<<<<
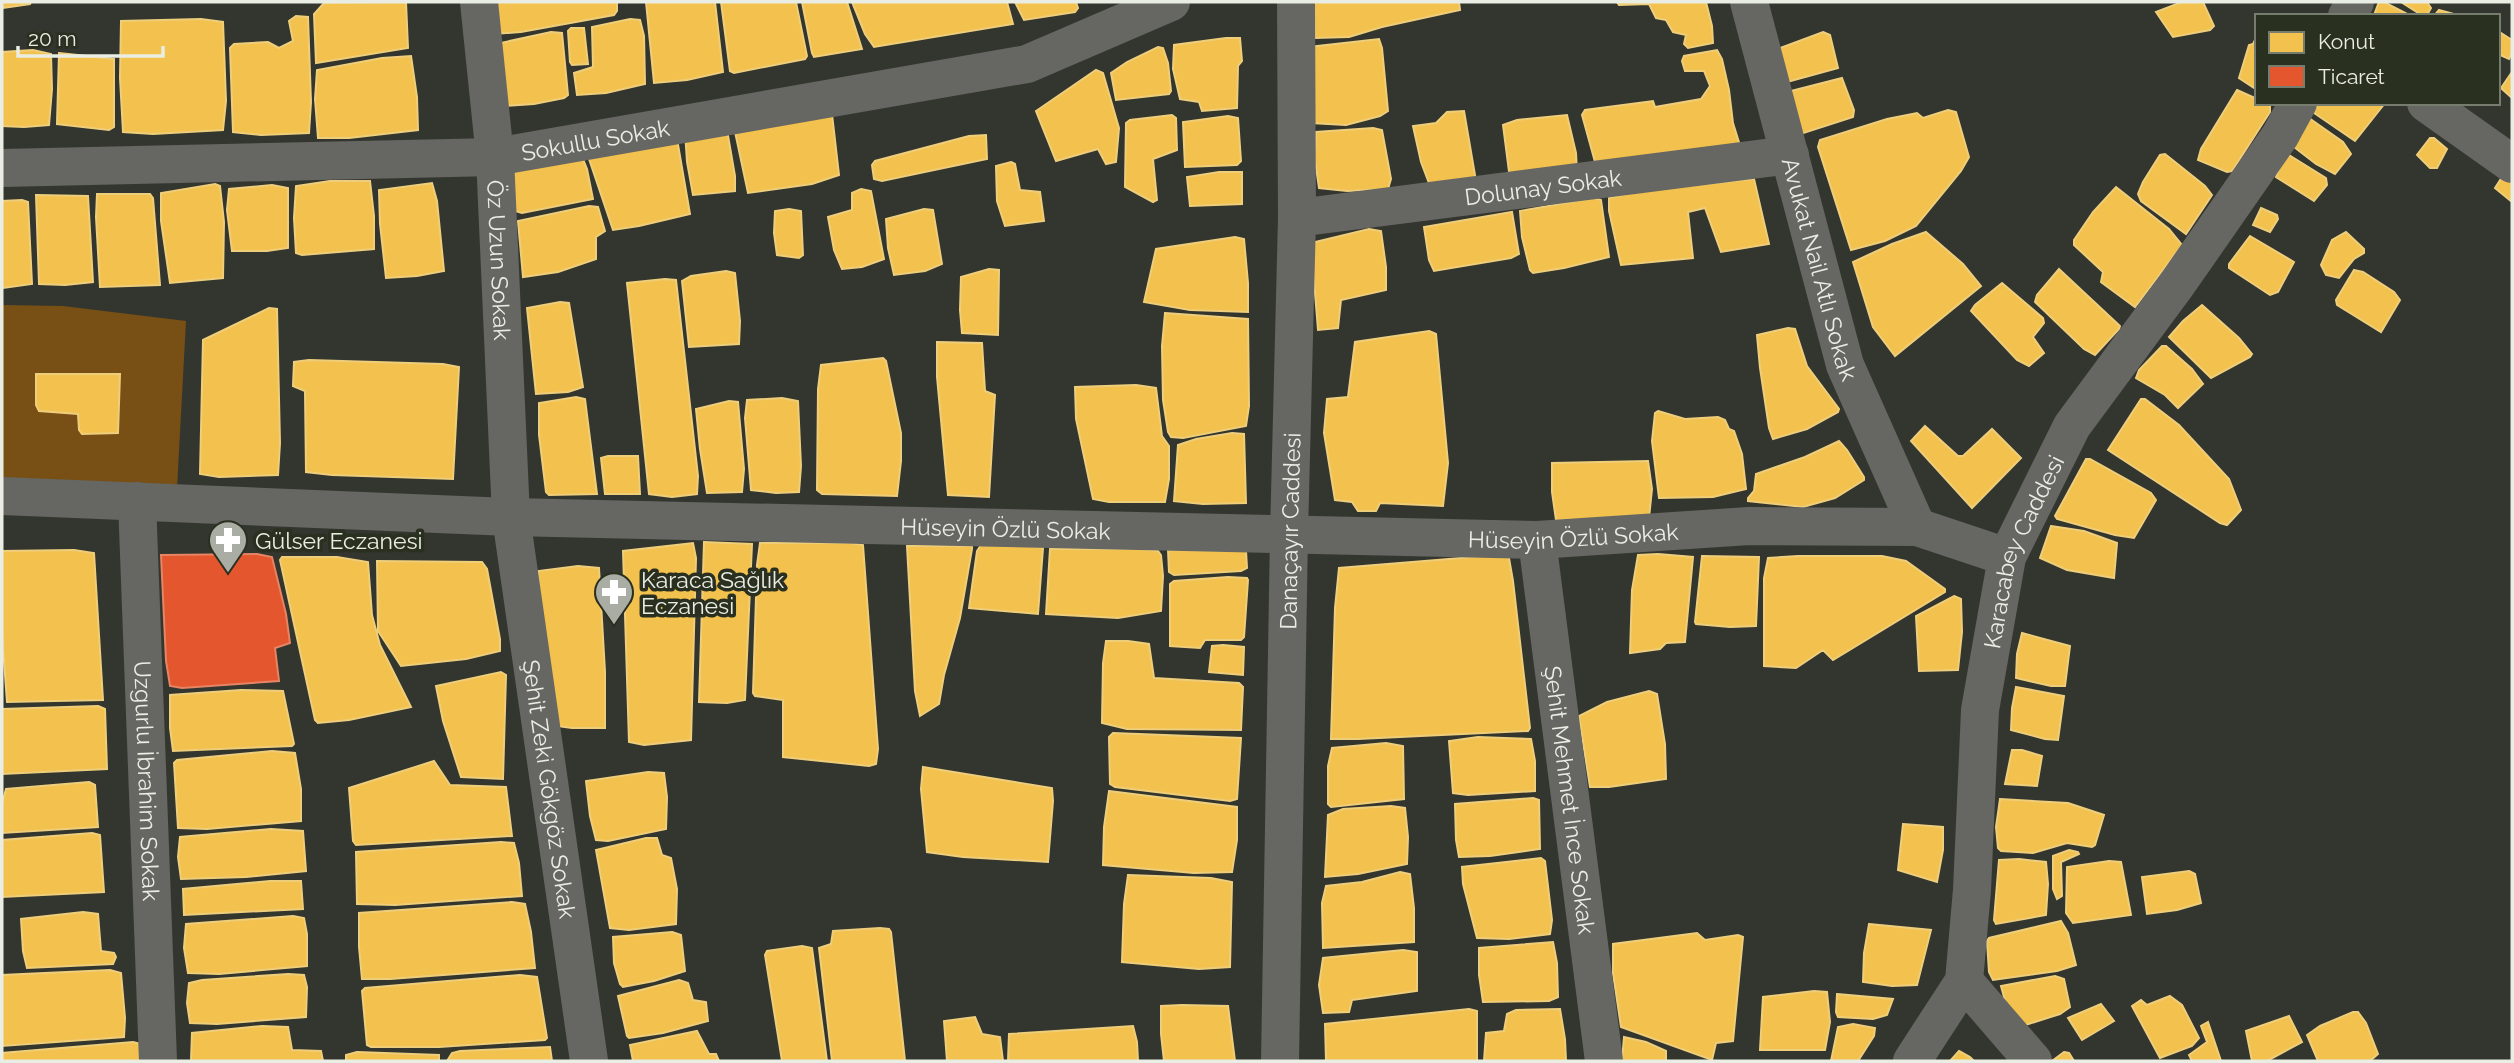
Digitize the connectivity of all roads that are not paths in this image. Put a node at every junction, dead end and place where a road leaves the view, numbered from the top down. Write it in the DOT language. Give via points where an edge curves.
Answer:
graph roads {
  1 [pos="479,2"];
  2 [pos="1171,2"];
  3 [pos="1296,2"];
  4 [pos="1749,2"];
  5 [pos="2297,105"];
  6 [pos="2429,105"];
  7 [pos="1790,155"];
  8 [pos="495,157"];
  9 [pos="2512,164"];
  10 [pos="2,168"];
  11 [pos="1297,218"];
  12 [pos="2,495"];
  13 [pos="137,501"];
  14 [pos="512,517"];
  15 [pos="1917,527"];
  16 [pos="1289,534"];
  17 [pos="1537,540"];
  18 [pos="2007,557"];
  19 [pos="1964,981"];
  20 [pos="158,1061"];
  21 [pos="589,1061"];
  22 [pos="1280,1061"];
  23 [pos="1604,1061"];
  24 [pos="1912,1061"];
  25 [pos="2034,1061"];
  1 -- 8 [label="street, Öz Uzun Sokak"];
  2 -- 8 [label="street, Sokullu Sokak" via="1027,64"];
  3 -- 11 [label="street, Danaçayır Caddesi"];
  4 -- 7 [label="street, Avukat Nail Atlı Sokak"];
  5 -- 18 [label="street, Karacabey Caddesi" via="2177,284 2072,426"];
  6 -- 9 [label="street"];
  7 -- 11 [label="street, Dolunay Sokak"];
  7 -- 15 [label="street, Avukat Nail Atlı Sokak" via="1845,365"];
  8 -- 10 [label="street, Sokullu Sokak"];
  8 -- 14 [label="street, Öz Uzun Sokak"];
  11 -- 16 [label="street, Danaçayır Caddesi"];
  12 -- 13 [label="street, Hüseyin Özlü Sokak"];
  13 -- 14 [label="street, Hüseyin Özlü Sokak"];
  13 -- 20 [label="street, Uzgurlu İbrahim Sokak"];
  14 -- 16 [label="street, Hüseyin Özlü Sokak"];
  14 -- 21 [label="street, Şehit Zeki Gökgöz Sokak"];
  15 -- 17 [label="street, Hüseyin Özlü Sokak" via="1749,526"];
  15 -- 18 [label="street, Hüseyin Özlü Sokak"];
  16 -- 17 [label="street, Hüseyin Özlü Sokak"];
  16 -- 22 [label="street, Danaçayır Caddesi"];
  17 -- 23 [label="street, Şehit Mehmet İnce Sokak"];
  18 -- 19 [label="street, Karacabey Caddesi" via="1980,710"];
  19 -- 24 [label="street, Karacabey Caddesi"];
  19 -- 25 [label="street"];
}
>>>>
▸ Exercise goal
Wherever a line in the records contains the word "Özlü", copy that line.

▸ Response
  12 -- 13 [label="street, Hüseyin Özlü Sokak"];
  13 -- 14 [label="street, Hüseyin Özlü Sokak"];
  14 -- 16 [label="street, Hüseyin Özlü Sokak"];
  15 -- 17 [label="street, Hüseyin Özlü Sokak" via="1749,526"];
  15 -- 18 [label="street, Hüseyin Özlü Sokak"];
  16 -- 17 [label="street, Hüseyin Özlü Sokak"];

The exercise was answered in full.